Personnel that are protecting “base-level” networks will soon move onto conducting more critical operational cybersecurity missions, the head of Space Operations Command (SpOC) said Wednesday.

Guardians that are protecting the Space Force’s “base-level” networks will soon move onto conducting more critical operational cybersecurity missions, the head of Space Operations Command (SpOC) said Wednesday.

Currently, not all of the service’s career cyber personnel are providing capabilities that are directly related to the Space Force’s core missions. Instead, they’re monitoring networks like emails and telephone communications, said SpOC Commander Lt. Gen. Stephen Whiting.

But soon that work will be tasked to the 16th Air Force, which is responsible for the service’s information and cyber warfare activities, freeing up cyber guardians for new roles, he said.

“We are pivoting all of our cyber guardians onto defending our mission systems or they’re executing core cyber missions, like [satellite communications], you know, helping us maintain and point the antennas where they need to go and maintaining those networks,” Whiting said during a webinar hosted by the Mitchell Institute. “They’re doing core business for the Space Force, not doing base-level installation business — and that’s vital to us.”

Whiting called cyber the “soft underbelly” of the service’s enterprise. While China and Russia have tested advanced anti-satellite (ASAT) capabilities, cyberattacks are often easier and harder to detect — opening another avenue for enemy counterspace actions.
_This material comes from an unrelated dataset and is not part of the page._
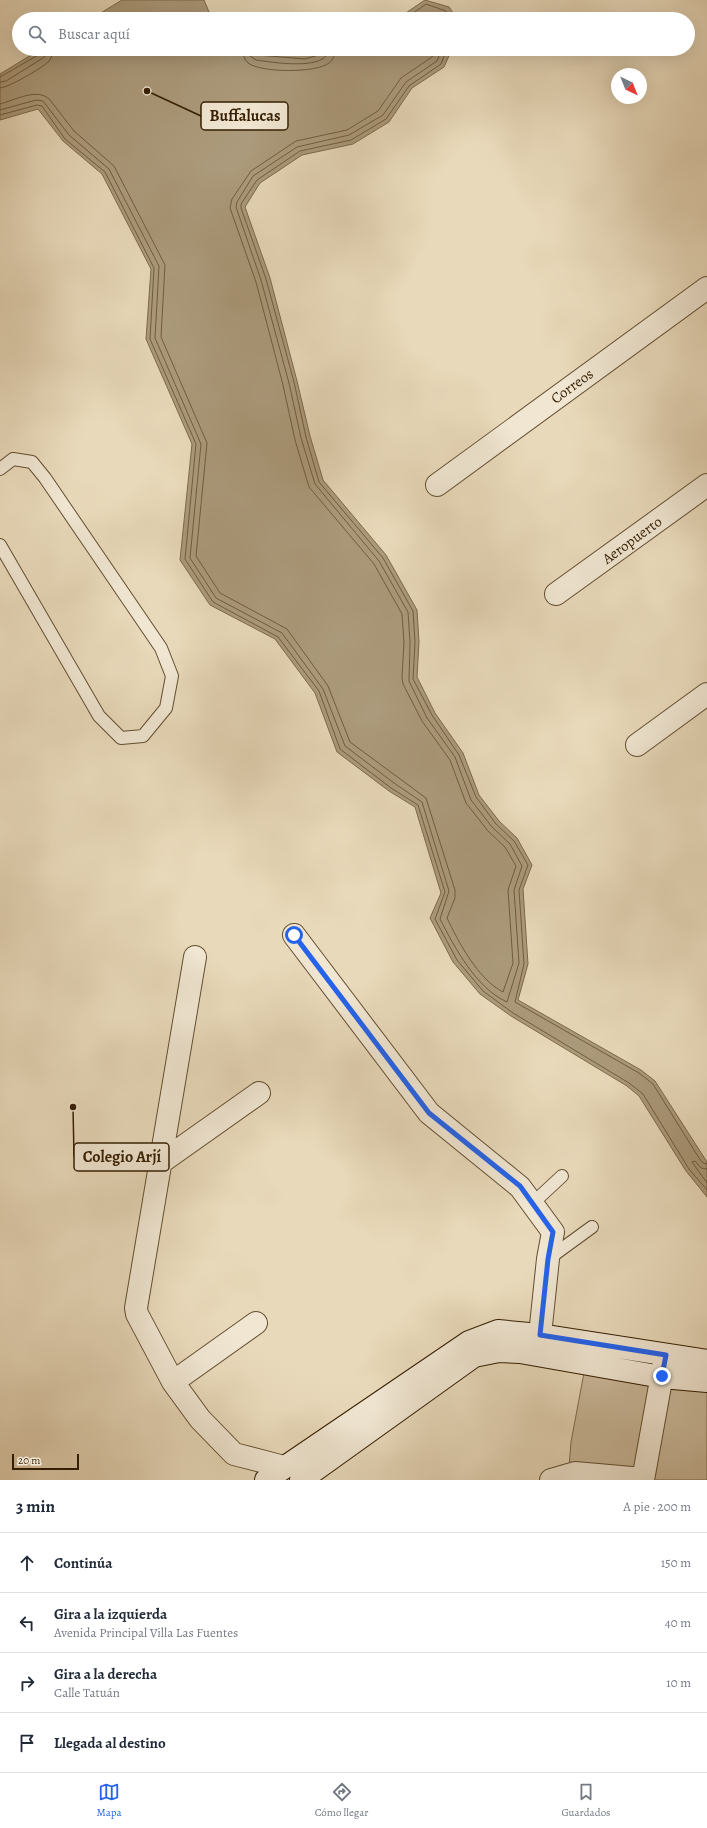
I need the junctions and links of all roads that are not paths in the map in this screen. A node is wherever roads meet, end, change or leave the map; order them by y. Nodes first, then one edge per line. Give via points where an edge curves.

“We have these global networks — think GPS, satellite communications, missile warning — that not only wrap around the planet and touch every continent, but they extend up to 22,000 miles above the Earth’s surface out to geosynchronous orbit where our satellites are,” Whiting said. “That creates a lot of novel cyber attack surface, and so we have to defend that cyber terrain.”

Space Operations Command is also building out mission defense teams and has already stood up cyber security service providers (CSSPs), Whiting noted. Those entities belong in the Space Force’s Delta 6 — its cyber delta — and are responsible for providing organic defensive cyberspace operations for the service.

In the next couple of years as it grows its cyber workforce, the Space Force will build out a service component to U.S. Cyber Command, Whiting said.

In the meantime, the Space Force’s CSSPs have been given the green light to operate alongside U.S. Cyber Command’s Joint Force Headquarters–Department of Defense Information Network (JFHQ-DODIN), which defends all of the Pentagon’s networks. “They’ve come in, they’ve simply certified that we’re ready to operate. And then we have relationships with them where they share information and we share information, and that helps us better defend our capability,” Whiting said.